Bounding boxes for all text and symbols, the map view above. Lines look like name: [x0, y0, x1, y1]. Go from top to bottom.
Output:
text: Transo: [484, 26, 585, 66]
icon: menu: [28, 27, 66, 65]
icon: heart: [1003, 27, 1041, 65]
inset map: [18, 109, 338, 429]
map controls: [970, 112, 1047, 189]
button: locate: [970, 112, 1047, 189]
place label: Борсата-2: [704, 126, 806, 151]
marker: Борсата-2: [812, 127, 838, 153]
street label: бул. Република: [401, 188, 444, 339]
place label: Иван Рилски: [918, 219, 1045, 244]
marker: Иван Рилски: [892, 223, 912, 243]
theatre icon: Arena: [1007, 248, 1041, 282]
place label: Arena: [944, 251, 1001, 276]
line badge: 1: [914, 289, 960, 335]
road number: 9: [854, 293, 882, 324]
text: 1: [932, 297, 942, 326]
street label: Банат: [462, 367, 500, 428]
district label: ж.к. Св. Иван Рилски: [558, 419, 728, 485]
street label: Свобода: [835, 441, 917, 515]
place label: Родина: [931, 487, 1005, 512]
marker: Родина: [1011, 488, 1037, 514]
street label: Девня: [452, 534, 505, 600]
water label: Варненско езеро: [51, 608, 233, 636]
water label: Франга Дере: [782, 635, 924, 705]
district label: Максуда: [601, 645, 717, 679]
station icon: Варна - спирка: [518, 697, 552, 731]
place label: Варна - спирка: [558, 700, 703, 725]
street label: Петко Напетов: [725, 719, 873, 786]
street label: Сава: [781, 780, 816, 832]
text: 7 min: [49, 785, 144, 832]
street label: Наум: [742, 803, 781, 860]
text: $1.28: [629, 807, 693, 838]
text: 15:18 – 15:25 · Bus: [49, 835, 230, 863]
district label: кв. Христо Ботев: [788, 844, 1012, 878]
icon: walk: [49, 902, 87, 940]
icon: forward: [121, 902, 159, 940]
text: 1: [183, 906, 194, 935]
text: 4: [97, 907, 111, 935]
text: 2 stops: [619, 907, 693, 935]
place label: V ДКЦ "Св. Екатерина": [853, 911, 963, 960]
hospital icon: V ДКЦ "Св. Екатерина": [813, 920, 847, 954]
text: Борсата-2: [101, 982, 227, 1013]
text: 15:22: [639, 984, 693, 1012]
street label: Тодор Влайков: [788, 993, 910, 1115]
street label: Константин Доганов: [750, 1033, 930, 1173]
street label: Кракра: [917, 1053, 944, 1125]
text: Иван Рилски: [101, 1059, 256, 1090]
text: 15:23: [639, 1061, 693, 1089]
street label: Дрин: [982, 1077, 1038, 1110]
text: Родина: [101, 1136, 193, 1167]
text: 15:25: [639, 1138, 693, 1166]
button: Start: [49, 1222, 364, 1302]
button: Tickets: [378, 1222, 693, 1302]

§ §

Take from the material above every line that includes the word "Родина".

place label: Родина: [931, 487, 1005, 512]
marker: Родина: [1011, 488, 1037, 514]
text: Родина: [101, 1136, 193, 1167]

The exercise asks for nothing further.